Search the data below for the word "Write" and copy each line that holds it.
--- DATA TO PROCESS Enclosed Below ---
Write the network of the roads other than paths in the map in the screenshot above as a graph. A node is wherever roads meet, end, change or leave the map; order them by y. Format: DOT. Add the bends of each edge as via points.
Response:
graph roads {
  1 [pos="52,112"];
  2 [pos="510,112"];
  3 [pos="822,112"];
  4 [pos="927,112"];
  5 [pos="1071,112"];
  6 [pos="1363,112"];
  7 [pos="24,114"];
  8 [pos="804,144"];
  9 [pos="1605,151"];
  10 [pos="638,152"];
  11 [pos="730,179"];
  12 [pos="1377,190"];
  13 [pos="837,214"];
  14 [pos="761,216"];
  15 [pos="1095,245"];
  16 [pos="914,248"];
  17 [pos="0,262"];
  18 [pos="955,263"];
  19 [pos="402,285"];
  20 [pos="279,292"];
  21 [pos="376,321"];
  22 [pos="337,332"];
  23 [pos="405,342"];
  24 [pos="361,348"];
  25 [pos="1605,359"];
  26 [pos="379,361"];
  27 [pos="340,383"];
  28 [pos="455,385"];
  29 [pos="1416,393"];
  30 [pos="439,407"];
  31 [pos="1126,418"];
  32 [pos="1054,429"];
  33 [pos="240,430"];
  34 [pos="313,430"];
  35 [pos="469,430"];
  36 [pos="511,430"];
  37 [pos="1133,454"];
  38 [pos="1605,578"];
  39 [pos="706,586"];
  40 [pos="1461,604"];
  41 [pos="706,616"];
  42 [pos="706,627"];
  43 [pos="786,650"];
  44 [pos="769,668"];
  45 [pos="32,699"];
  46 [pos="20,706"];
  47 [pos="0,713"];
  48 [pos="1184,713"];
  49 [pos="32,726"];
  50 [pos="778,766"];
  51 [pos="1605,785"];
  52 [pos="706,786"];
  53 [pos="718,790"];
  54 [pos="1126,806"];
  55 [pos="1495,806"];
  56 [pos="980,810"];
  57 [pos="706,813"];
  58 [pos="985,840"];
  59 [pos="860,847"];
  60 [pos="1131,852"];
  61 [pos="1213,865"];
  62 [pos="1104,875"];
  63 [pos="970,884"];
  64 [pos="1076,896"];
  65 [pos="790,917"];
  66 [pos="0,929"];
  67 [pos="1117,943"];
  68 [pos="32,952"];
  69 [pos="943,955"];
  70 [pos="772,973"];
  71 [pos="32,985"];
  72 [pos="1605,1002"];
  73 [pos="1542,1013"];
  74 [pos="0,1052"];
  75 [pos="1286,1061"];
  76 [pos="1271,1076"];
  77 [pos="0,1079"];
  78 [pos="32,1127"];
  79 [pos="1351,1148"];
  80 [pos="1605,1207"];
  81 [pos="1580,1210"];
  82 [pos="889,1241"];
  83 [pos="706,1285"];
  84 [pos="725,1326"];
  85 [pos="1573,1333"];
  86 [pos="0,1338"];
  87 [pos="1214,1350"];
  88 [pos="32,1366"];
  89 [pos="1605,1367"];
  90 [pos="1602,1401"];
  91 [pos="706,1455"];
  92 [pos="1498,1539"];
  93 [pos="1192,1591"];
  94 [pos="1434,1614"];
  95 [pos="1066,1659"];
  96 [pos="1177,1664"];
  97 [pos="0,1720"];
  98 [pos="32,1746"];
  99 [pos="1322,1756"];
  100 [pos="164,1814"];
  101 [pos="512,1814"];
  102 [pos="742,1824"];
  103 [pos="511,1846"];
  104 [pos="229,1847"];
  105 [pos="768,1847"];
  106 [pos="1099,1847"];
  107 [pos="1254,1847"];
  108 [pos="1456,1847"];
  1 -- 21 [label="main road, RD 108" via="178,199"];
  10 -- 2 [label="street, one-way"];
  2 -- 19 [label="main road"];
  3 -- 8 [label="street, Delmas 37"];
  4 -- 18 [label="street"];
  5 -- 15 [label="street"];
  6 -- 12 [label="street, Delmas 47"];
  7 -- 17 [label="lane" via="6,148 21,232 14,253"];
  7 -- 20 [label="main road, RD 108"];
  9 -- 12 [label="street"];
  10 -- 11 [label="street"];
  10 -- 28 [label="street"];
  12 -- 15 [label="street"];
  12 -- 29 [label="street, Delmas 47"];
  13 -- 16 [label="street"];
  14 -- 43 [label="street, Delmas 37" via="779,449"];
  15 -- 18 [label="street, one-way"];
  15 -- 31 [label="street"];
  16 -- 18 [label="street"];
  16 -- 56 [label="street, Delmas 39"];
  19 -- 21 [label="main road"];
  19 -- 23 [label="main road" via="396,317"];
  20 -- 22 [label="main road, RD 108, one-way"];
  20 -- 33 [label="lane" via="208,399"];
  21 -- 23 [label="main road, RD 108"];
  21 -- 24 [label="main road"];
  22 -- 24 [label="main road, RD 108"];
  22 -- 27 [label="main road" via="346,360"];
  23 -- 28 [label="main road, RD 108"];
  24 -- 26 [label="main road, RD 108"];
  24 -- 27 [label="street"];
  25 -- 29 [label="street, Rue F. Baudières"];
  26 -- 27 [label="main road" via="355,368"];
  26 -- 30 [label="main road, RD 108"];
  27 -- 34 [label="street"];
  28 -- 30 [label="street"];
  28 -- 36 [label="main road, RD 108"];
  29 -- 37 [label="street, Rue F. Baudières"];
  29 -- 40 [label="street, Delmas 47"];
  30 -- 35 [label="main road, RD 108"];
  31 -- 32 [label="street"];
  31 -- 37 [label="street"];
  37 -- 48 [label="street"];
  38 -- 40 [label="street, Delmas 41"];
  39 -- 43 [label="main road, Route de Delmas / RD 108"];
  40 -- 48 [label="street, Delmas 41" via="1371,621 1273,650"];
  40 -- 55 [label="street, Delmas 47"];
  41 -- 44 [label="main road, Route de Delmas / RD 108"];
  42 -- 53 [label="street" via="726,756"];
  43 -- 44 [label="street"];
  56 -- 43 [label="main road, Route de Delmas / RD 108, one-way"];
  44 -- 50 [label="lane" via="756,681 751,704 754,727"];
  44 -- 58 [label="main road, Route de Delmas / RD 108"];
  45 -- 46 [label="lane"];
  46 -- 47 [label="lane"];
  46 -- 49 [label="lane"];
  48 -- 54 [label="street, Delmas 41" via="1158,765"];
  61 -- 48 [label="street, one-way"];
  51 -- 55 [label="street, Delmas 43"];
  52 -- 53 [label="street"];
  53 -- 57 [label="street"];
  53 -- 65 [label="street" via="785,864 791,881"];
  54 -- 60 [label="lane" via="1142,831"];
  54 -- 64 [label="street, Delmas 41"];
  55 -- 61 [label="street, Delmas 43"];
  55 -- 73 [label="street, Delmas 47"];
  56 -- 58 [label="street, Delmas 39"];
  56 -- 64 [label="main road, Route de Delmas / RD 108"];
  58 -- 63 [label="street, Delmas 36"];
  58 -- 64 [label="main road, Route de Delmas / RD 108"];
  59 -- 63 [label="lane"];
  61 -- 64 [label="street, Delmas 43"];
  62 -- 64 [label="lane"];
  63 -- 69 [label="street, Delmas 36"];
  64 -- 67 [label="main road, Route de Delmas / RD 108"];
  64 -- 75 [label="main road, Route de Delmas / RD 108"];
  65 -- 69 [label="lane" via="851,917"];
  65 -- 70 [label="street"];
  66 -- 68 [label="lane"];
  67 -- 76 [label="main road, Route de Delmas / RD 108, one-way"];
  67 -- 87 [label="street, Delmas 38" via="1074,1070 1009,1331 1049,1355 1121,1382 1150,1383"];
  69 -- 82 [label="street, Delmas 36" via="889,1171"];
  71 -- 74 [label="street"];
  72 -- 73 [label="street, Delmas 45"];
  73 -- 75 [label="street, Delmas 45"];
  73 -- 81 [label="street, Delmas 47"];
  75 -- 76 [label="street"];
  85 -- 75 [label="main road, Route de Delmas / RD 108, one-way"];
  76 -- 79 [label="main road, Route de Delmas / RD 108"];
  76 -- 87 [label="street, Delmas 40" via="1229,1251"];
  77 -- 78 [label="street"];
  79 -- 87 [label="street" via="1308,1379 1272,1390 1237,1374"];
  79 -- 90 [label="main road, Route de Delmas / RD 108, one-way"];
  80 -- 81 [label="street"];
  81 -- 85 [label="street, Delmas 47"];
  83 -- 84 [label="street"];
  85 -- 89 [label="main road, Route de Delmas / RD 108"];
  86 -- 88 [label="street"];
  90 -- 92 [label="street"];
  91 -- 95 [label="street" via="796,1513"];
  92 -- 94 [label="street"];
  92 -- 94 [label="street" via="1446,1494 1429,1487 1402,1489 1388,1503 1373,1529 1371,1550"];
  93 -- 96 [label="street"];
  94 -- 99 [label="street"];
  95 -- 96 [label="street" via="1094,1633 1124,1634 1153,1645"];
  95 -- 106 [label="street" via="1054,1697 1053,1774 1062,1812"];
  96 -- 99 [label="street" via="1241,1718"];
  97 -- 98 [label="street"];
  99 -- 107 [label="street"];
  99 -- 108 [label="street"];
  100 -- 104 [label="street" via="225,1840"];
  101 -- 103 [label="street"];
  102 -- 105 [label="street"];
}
--- End of Enclosed DATA TO PROCESS ---
--- DATA TO PROCESS Enclosed Below ---
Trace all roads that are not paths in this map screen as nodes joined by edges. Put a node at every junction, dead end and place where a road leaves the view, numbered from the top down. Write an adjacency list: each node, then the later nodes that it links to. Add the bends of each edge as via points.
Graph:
--- End of Enclosed DATA TO PROCESS ---
ANSWER SECTION »
Write the network of the roads other than paths in the map in the screenshot above as a graph. A node is wherever roads meet, end, change or leave the map; order them by y. Format: DOT. Add the bends of each edge as via points.
Trace all roads that are not paths in this map screen as nodes joined by edges. Put a node at every junction, dead end and place where a road leaves the view, numbered from the top down. Write an adjacency list: each node, then the later nodes that it links to. Add the bends of each edge as via points.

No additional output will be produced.